Whether it be CPTs (Cost Per Thousand) in linear radio or CPMs (Cost Per Mille) in digital audio, many buyers are fixated on them as a key buying metric. While these numbers are important, the comparison between them can be misleading, particularly when you’re buying broad demo or geo-targeted campaigns. More often than not, this results in a false comparison, as the wider the reach, the more inevitable wastage is inherent into the equation.
For those new to media buying or unfamiliar with the terminology, here’s a quick refresher:
CPT (Cost Per Thousand): This is the cost for every thousand impacts, or times your commercial is predicted to be heard, across the linear radio campaign period.
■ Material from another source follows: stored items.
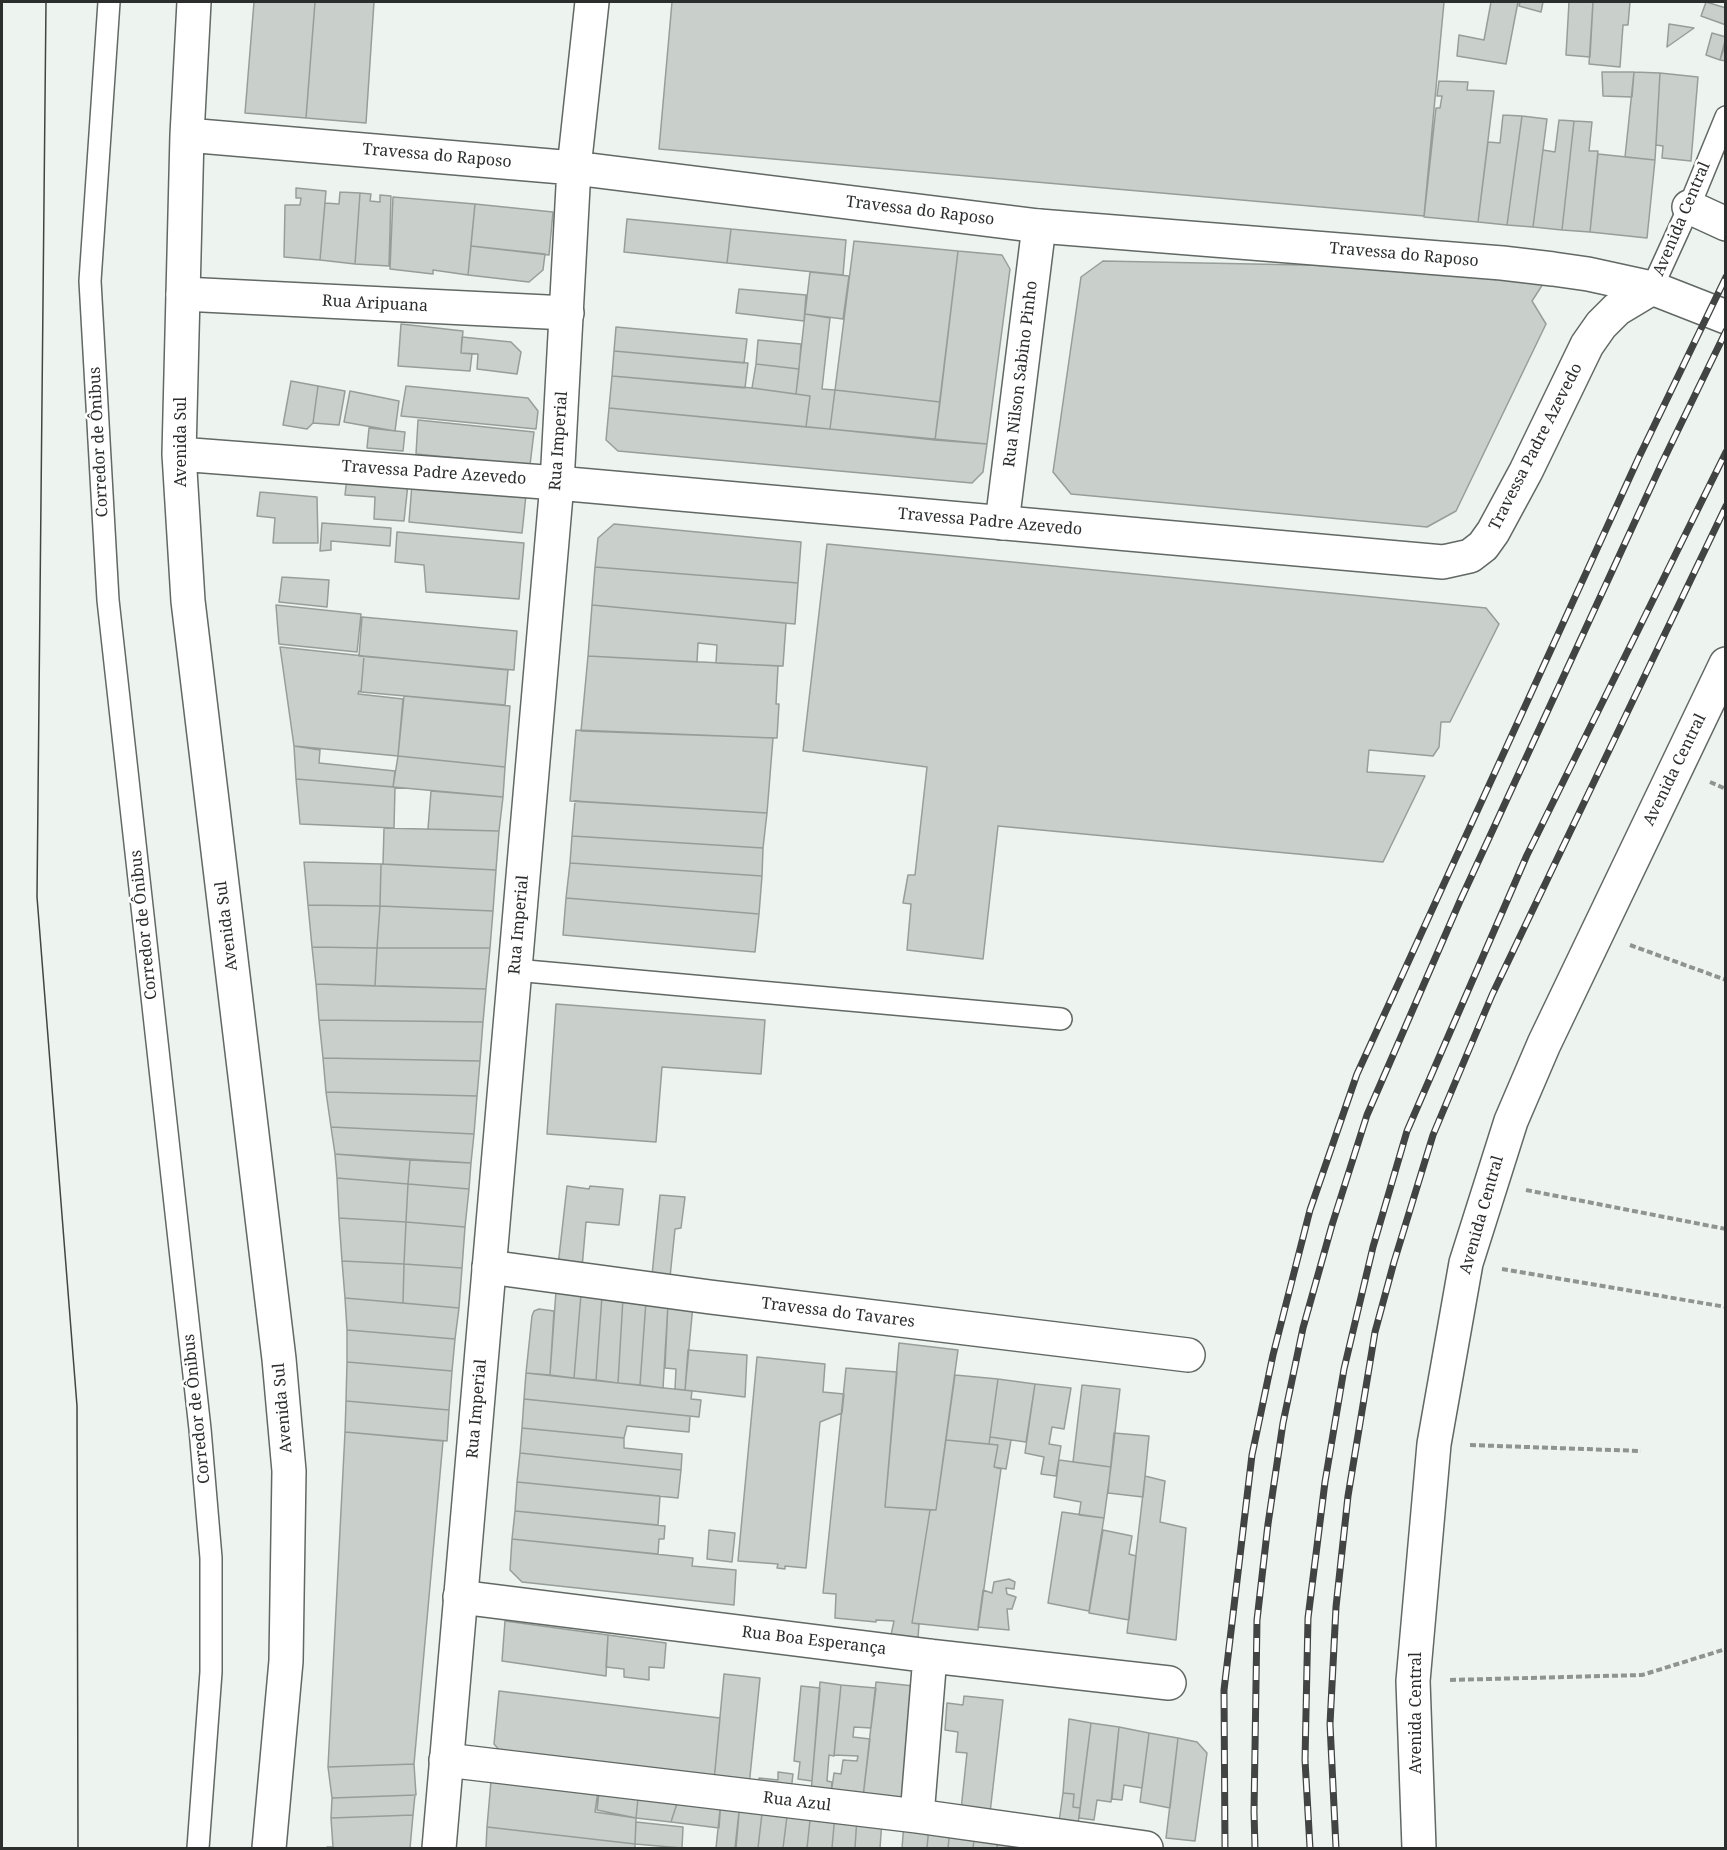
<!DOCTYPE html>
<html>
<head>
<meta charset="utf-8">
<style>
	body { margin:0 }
	#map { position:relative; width:1727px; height:1850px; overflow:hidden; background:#edf4ef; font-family:"Noto Serif",serif }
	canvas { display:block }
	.frame { position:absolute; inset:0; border:3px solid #2c2e2d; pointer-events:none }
</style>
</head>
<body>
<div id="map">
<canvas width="1727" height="1850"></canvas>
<div class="frame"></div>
</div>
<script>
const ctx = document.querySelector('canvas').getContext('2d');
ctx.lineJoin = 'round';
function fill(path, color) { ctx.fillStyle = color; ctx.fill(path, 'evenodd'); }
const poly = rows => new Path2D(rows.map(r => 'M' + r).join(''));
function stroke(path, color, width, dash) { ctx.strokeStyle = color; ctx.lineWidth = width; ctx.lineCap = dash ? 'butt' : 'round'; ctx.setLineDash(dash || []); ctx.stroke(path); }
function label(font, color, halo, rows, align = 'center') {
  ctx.font = font + ' "Noto Serif",serif'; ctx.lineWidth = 5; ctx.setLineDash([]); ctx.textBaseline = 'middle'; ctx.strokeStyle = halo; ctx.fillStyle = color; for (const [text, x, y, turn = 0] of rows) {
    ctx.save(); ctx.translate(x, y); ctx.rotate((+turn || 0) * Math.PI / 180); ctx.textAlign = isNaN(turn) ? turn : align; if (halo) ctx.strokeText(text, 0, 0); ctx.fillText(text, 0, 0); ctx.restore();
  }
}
const building = poly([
	[254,2,315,2,306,118,245,113,254,2],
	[315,2,374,2,366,123,306,118,315,2],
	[672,2,1444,2,1424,216,659,149,672,2],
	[1491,2,1518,2,1506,64,1457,56,1459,35,1484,40,1491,2],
	[1520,2,1543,2,1541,12,1519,6,1520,2],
	[1569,2,1593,2,1590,57,1566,55,1569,2],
	[1593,2,1630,2,1628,25,1623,25,1620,67,1589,64,1593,2],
	[1706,2,1726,8,1726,25,1701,16,1706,2],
	[1669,24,1694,28,1667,47,1669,24],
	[1712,33,1726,37,1720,60,1706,55,1712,33],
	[1726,42,1726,61,1720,60,1726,42],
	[1602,72,1634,72,1632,97,1603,96,1602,72],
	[1634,72,1660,73,1655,160,1625,157,1634,72],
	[1660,73,1698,77,1691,161,1662,158,1663,146,1656,145,1660,73],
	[1439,81,1468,82,1467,90,1494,91,1478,222,1424,217,1436,108,1440,108,1442,96,1437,96,1439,81],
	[1503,115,1522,116,1507,225,1478,222,1488,142,1500,143,1503,115],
	[1522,116,1547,119,1533,227,1507,225,1522,116],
	[1559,120,1574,121,1562,230,1533,227,1543,150,1555,152,1559,120],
	[1574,121,1592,122,1589,151,1598,151,1590,232,1562,230,1574,121],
	[1598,154,1655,160,1647,238,1590,232,1598,154],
	[296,188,326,191,320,260,284,257,285,205,300,205,301,198,296,198,296,188],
	[340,192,360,193,355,264,320,260,325,203,339,204,340,192],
	[360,193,371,194,370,201,380,202,380,195,391,196,389,266,355,264,360,193],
	[393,197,475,204,468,275,433,270,433,274,390,269,393,197],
	[475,204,553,212,549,255,471,246,475,204],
	[627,219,731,229,727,263,624,252,627,219],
	[731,229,846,240,843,275,727,263,731,229],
	[854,241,958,251,940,402,835,390,854,241],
	[471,246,545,254,543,270,529,282,468,275,471,246],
	[958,251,1002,255,1010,269,987,444,935,440,958,251],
	[1103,261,1552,270,1532,301,1546,324,1456,511,1427,527,1071,494,1053,472,1081,277,1103,261],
	[810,272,849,276,843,319,805,314,810,272],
	[739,289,806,295,804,321,736,313,739,289],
	[805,314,830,318,822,389,835,390,830,429,806,427,810,396,796,394,805,314],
	[401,324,463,331,461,353,472,354,470,371,398,366,401,324],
	[616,327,747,339,744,363,614,351,616,327],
	[462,337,511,342,521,352,517,374,477,369,478,354,461,353,462,337],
	[758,340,801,344,799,369,756,364,758,340],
	[614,351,748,363,745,388,612,376,614,351],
	[756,364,799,369,796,394,752,388,756,364],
	[612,376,752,388,810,396,806,427,609,408,612,376],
	[291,381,318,386,313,423,307,429,283,425,291,381],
	[318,386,345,391,339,425,313,423,318,386],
	[406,386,528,398,538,411,536,429,401,416,406,386],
	[835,390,940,402,935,440,830,429,835,390],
	[350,391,399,401,395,431,344,422,350,391],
	[609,408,987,444,983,472,972,483,618,451,606,440,609,408],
	[418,420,534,432,530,465,416,454,418,420],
	[369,428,405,432,403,451,367,448,369,428],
	[347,477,408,484,404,521,374,519,375,497,345,495,347,477],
	[412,484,526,495,522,533,409,522,412,484],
	[260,492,317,497,318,543,273,543,275,518,257,516,260,492],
	[322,523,391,528,390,546,331,541,331,550,320,551,322,523],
	[614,524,801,542,798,583,595,567,598,538,614,524],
	[397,532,524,543,519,599,426,592,424,565,395,562,397,532],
	[827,544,1486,608,1499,624,1450,722,1441,722,1439,747,1433,756,1369,750,1367,772,1425,776,1383,862,998,826,983,959,907,950,911,904,903,903,908,875,915,875,927,767,803,751,827,544],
	[595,567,798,583,795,624,592,605,595,567],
	[282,577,329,580,327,607,279,602,282,577],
	[276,605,361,614,357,652,279,644,276,605],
	[592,605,786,623,783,666,716,663,717,645,698,643,697,662,588,656,592,605],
	[362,617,517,631,514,670,359,656,362,617],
	[280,647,364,656,361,692,359,691,358,694,403,699,398,756,294,746,280,647],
	[364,656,508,670,505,705,361,692,364,656],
	[588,656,778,666,776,704,779,704,777,738,581,731,588,656],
	[404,696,510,706,505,767,398,756,404,696],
	[576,730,773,738,767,813,570,801,576,730],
	[294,746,320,750,319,763,395,771,393,787,296,779,294,746],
	[398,756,505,767,503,797,393,787,398,756],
	[296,779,395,787,394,828,300,824,296,779],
	[431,791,503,797,499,831,428,829,431,791],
	[575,801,767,813,763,848,572,836,575,801],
	[384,828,499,831,496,870,383,864,384,828],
	[572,836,763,848,762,876,570,863,572,836],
	[304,862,381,864,380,906,308,905,304,862],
	[570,863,762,876,759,914,566,898,570,863],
	[381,864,496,870,493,911,380,906,381,864],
	[566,898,759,914,755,952,563,935,566,898],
	[308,905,380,906,377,948,312,947,308,905],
	[380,906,493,911,490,948,377,948,380,906],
	[312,947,377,948,375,986,316,984,312,947],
	[377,948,490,948,486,989,375,986,377,948],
	[316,984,486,989,483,1022,319,1020,316,984],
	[556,1004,765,1020,761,1074,662,1067,656,1142,547,1134,556,1004],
	[319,1020,483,1022,480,1061,323,1058,319,1020],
	[323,1058,480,1061,477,1096,326,1092,323,1058],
	[326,1092,477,1096,474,1134,331,1127,326,1092],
	[331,1127,474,1134,471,1163,335,1154,331,1127],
	[335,1154,410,1160,408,1184,337,1178,335,1154],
	[410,1160,471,1163,469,1189,408,1184,410,1160],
	[337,1178,408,1184,406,1222,339,1218,337,1178],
	[408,1184,469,1189,465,1227,406,1222,408,1184],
	[567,1186,589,1189,590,1186,623,1189,619,1225,586,1222,582,1268,558,1266,567,1186],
	[660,1195,685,1197,681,1228,675,1229,670,1277,652,1275,660,1195],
	[339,1218,406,1222,404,1264,342,1261,339,1218],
	[406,1222,465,1227,462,1268,404,1264,406,1222],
	[342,1261,404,1264,403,1303,345,1298,342,1261],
	[404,1264,462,1268,459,1308,403,1303,404,1264],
	[556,1291,581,1294,574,1378,550,1375,556,1291],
	[581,1294,602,1296,596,1380,574,1378,581,1294],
	[602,1296,623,1298,618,1383,596,1380,602,1296],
	[345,1298,459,1308,455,1339,347,1330,345,1298],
	[623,1298,646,1301,640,1385,618,1383,623,1298],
	[646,1301,668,1303,663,1388,640,1385,646,1301],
	[668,1303,693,1305,685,1390,675,1389,676,1369,665,1368,668,1303],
	[539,1309,554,1311,550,1375,526,1373,532,1316,534,1311,539,1309],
	[347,1330,455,1339,452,1371,347,1362,347,1330],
	[899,1343,958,1350,936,1510,885,1507,899,1343],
	[688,1350,747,1355,745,1397,685,1390,688,1350],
	[757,1357,825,1364,823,1392,844,1394,842,1413,820,1422,806,1568,785,1566,785,1569,777,1568,778,1564,738,1561,757,1357],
	[347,1362,452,1371,449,1410,346,1401,347,1362],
	[846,1368,897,1372,885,1507,930,1510,912,1623,919,1624,918,1638,891,1635,894,1621,876,1620,876,1622,835,1618,836,1594,823,1593,846,1368],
	[526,1373,692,1391,691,1399,701,1400,699,1417,524,1399,526,1373],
	[955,1375,998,1379,989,1444,946,1440,955,1375],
	[998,1379,1035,1384,1026,1442,990,1437,998,1379],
	[1035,1384,1071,1388,1064,1429,1052,1427,1049,1444,1061,1446,1056,1476,1041,1474,1044,1457,1025,1453,1035,1384],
	[1082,1385,1120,1389,1111,1467,1073,1462,1082,1385],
	[524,1399,690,1416,689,1432,627,1426,624,1438,522,1428,524,1399],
	[346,1401,449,1410,447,1441,345,1432,346,1401],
	[522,1428,624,1438,624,1448,682,1454,681,1470,520,1453,522,1428],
	[345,1432,443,1441,414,1764,328,1767,345,1432],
	[1114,1433,1149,1436,1143,1497,1108,1493,1114,1433],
	[990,1437,1011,1440,1006,1469,994,1467,998,1445,989,1444,990,1437],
	[946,1440,998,1445,994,1467,1001,1469,978,1630,912,1623,930,1510,936,1510,946,1440],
	[520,1453,681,1470,678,1498,517,1482,520,1453],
	[1059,1460,1111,1467,1104,1518,1079,1515,1081,1502,1054,1497,1059,1460],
	[1145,1476,1165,1481,1160,1522,1186,1528,1176,1640,1127,1633,1145,1476],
	[517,1482,660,1496,658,1525,515,1511,517,1482],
	[515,1511,665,1526,664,1539,659,1539,658,1554,512,1539,515,1511],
	[1062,1512,1104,1518,1089,1611,1048,1603,1062,1512],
	[709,1530,735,1533,732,1562,707,1559,709,1530],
	[1103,1530,1132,1536,1129,1554,1136,1556,1129,1620,1089,1613,1103,1530],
	[512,1539,693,1558,692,1566,736,1570,734,1605,522,1582,510,1570,512,1539],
	[1009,1579,1015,1582,1014,1589,1006,1588,1007,1594,1016,1597,1012,1609,1007,1609,1009,1630,978,1627,983,1590,992,1593,994,1582,1009,1579],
	[505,1621,608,1635,606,1676,502,1661,505,1621],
	[608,1635,666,1643,664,1668,649,1667,649,1680,624,1677,624,1669,606,1667,608,1635],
	[724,1674,760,1678,749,1786,714,1781,724,1674],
	[820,1682,841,1685,834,1756,829,1755,827,1781,832,1782,831,1795,811,1793,820,1682],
	[876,1682,914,1686,902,1801,863,1797,876,1682],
	[841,1685,876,1688,871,1728,854,1727,853,1737,870,1739,863,1797,831,1795,834,1773,841,1774,843,1760,857,1761,858,1756,834,1755,841,1685],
	[801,1686,820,1688,812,1781,798,1779,800,1762,794,1761,801,1686],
	[499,1691,720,1718,714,1781,502,1753,494,1744,499,1691],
	[964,1696,1003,1700,990,1813,961,1810,967,1753,956,1752,958,1732,945,1730,947,1703,963,1705,964,1696],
	[1069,1719,1091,1723,1080,1808,1073,1807,1074,1794,1063,1793,1069,1719],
	[1091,1723,1119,1727,1111,1802,1097,1800,1094,1820,1079,1818,1091,1723],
	[1119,1727,1149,1733,1142,1788,1124,1785,1122,1800,1112,1799,1119,1727],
	[1149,1733,1178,1738,1170,1808,1140,1802,1149,1733],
	[1178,1738,1197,1742,1207,1753,1195,1841,1166,1838,1178,1738],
	[414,1764,416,1795,332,1798,328,1767,414,1764],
	[778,1772,793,1774,791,1791,758,1787,759,1778,778,1780,778,1772],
	[491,1781,599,1784,595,1812,636,1818,635,1844,487,1827,491,1781],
	[600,1784,639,1789,636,1818,597,1810,600,1784],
	[639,1789,680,1794,671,1822,636,1818,639,1789],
	[1063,1793,1074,1794,1073,1807,1080,1808,1078,1824,1059,1822,1063,1793],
	[680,1794,721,1800,719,1828,671,1822,680,1794],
	[415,1795,413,1815,331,1818,332,1798,415,1795],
	[721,1800,740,1802,735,1848,716,1848,721,1800],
	[740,1802,763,1805,758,1848,736,1848,740,1802],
	[763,1805,788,1808,783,1848,758,1848,763,1805],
	[788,1808,811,1811,807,1848,783,1848,788,1808],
	[811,1811,835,1814,832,1848,807,1848,811,1811],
	[835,1814,857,1817,855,1848,832,1848,835,1814],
	[413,1815,410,1848,327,1848,327,1847,333,1847,331,1818,413,1815],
	[857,1817,882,1820,880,1848,855,1848,857,1817],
	[636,1822,683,1827,682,1848,635,1844,636,1822],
	[904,1823,929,1826,927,1848,902,1848,904,1823],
	[929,1826,950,1829,948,1848,927,1848,929,1826],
	[487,1827,635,1844,635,1848,486,1848,487,1827],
	[950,1829,975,1832,973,1848,948,1848,950,1829],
	[975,1832,998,1835,997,1848,973,1848,975,1832],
	[998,1835,1022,1838,1021,1848,997,1848,998,1835]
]);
fill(building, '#c9d0cb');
stroke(building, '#979e9a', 1.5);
const lane = poly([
	[109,2,90,281,108,600,200,1429,211,1558,211,1672,198,1848],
	[1652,288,1689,207,1726,117],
	[515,970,1061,1019]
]);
const street = poly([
	[1689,207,1726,224],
	[183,294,567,313],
	[1002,523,1039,226],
	[489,1267,710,1297,1188,1355],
	[460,1597,930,1656,1169,1683],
	[446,1760,917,1816,1146,1848],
	[917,1816,930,1656],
	[1419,1848,1413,1681,1434,1444,1466,1263,1511,1121,1544,1044,1726,664]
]);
const secondary = poly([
	[194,2,187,135,179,454,188,601,279,1359,289,1471,286,1661,269,1848],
	[187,135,574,168,1039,226,1502,263,1553,269,1588,274,1652,288,1726,317],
	[179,454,557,483,1443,562,1470,556,1483,546,1493,532,1526,471,1587,345,1601,325,1617,309,1652,288],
	[439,1848,557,483,574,168,592,2]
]);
stroke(lane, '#626864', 24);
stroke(street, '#626864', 36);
stroke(secondary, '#626864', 36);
stroke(poly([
	[1710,782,1726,789],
	[1630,945,1726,980],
	[1526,1190,1726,1229],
	[1502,1269,1726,1307],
	[1470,1445,1641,1451],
	[1450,1680,1642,1675,1726,1649]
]), '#909491', 4, [6, 3]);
stroke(lane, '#fff', 21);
stroke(street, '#fff', 33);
stroke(secondary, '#fff', 33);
stroke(poly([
	[46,2,37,897,77,1406,78,1848]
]), '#414442', 1.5);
const rail = poly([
	[1225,1848,1224,1690,1252,1455,1273,1355,1310,1210,1357,1074,1639,457,1726,277],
	[1255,1848,1254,1812,1257,1620,1268,1524,1283,1423,1303,1328,1332,1225,1367,1115,1460,901,1661,465,1726,331],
	[1310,1848,1305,1760,1308,1618,1325,1482,1344,1369,1373,1247,1407,1131,1527,855,1726,452],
	[1336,1848,1330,1724,1336,1607,1348,1496,1375,1332,1394,1262,1433,1135,1492,995,1726,506]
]);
stroke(rail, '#414442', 7);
stroke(rail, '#fff', 4.5, [14]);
label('16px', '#2c2e2d', '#fff', [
	["Travessa do Raposo",437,156,5],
	["Travessa do Raposo",920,211,7],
	["Avenida Central",1682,219,-67],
	["Travessa do Raposo",1404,255,5],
	["Rua Aripuana",375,304,3],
	["Rua Nilson Sabino Pinho",1021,374,-83],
	["Rua Imperial",559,441,-86],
	["Corredor de Ônibus",99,442,-93],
	["Avenida Sul",181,442,-90],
	["Travessa Padre Azevedo",1536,447,-63],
	["Travessa Padre Azevedo",434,473,4],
	["Travessa Padre Azevedo",990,522,5],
	["Avenida Central",1675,770,-64],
	["Corredor de Ônibus",144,925,-96],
	["Rua Imperial",519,925,-85],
	["Avenida Sul",227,926,-97],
	["Avenida Central",1482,1215,-74],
	["Travessa do Tavares",838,1313,7],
	["Avenida Sul",283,1408,-95],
	["Corredor de Ônibus",197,1409,-96],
	["Rua Imperial",477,1409,-85],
	["Rua Boa Esperança",814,1641,7],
	["Avenida Central",1416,1713,-90],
	["Rua Azul",797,1802,7]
]);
</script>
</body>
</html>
CPM (Cost Per Mille): A similar concept in digital audio, where “mille” is Latin for a thousand. It refers to the cost for every thousand impressions your commercial is predicted to generate during a digital audio campaign.
Large-scale national and international ad campaigns often focus on reaching as many people as possible across broad geographical areas. For these campaigns, it’s about scale, and the CPT/CPM may be lower to accommodate a larger, less targeted audience.
However, for local or regional advertisers, it’s all about precision – speaking directly to a defined audience within a specific locality. While more work and detailed targeting are required, this approach can drastically improve the effectiveness of your campaign. Many publishers still steer local advertisers toward generic, broad packages to maximise their reach, but be cautious: the lower the CPT/CPM, the higher the likelihood that you’re paying for impressions that fall outside your target audience.
Here’s where it gets tricky: is the cost saving from a lower CPT/CPM enough to offset the wastage in reaching people who are never going to engage with your product or service?
Take this example (for illustrative purposes only)…
Let’s take a business based in Leeds targeting homeowners with properties valued over £1m in specific Leeds postcodes.
Scenario 1: You have the option of a linear broadcast radio campaign that reaches a broad area (beyond your target postcode) and can only be segmented to an ABC1 demographic, priced at £5 CPT.
Scenario 2: You could run a digital audio campaign that precisely targets homeowners in the West Yorkshire region, tailored to your £1m+ property audience, with a higher CPM of £25.
At first glance, the linear option is 80% cheaper. But here’s the rub: the data tells us that your target audience makes up less than 10% of the total radio audience. This means 90% of the impressions in the radio campaign won’t reach your ideal customers.
Your effective CPT on the radio campaign, therefore, becomes £50 – not £5 – when accounting for wastage.
So, what’s the cost of wastage? In this case, it could be as much as half of your campaign budget!